» Information:
▬▬▬▬▬▬▬▬▬▬

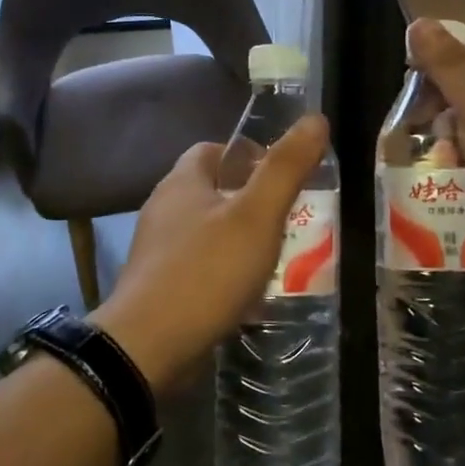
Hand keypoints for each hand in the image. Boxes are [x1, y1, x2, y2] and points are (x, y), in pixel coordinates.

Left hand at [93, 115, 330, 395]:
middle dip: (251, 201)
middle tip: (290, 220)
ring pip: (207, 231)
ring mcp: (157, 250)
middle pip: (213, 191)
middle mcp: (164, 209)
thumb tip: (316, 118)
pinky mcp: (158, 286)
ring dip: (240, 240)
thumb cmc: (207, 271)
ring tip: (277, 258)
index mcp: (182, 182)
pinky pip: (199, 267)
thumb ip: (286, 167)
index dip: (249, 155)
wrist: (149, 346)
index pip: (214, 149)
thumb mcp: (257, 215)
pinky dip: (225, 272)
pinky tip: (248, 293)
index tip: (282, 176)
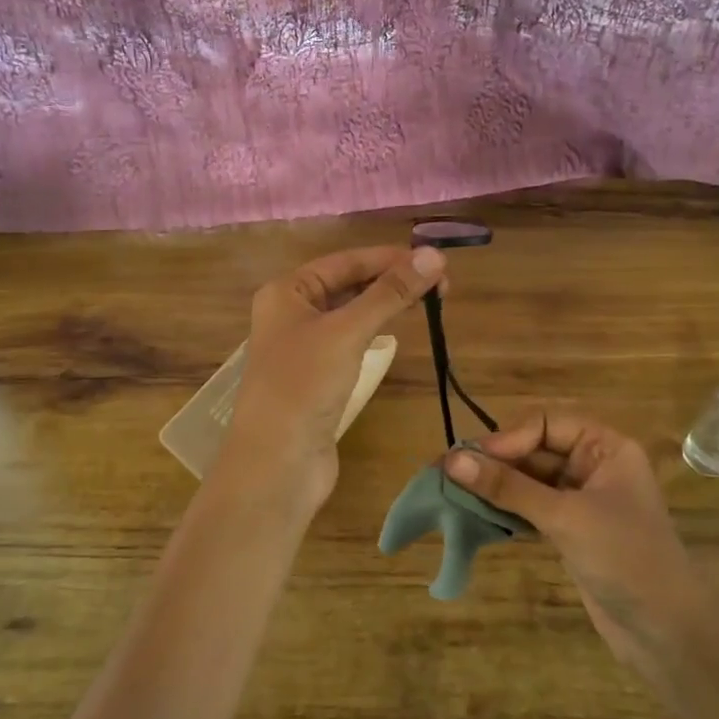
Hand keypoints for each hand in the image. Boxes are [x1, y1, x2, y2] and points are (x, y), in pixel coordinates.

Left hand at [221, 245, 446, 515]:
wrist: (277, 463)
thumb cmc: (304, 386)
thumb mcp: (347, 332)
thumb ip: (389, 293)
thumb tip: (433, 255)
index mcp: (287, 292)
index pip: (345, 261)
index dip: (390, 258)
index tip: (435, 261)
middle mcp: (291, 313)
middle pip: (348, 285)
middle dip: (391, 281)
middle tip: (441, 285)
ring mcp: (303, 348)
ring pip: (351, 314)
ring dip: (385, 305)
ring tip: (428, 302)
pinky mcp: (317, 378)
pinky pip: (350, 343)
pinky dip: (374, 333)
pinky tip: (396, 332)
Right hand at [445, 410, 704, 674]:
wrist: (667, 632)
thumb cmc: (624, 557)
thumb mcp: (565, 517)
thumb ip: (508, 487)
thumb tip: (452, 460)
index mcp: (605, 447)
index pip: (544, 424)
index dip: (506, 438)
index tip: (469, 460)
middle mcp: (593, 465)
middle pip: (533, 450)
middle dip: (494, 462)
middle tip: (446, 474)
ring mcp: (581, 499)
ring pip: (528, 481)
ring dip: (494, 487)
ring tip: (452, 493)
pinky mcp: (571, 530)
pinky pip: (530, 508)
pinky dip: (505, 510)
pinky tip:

▬▬▬▬▬▬▬▬▬▬

Copy every line from the material in which the word "pinky" can be found.

» Solution for this problem:
pinky mcp: (158, 286)
pinky pip: (199, 267)
pinky dip: (225, 272)
pinky tip: (248, 293)
pinky mcp: (317, 378)
pinky pip: (350, 343)
pinky dip: (374, 333)
pinky tip: (396, 332)
pinky mcp: (571, 530)
pinky pip: (530, 508)
pinky dip: (505, 510)
pinky tip:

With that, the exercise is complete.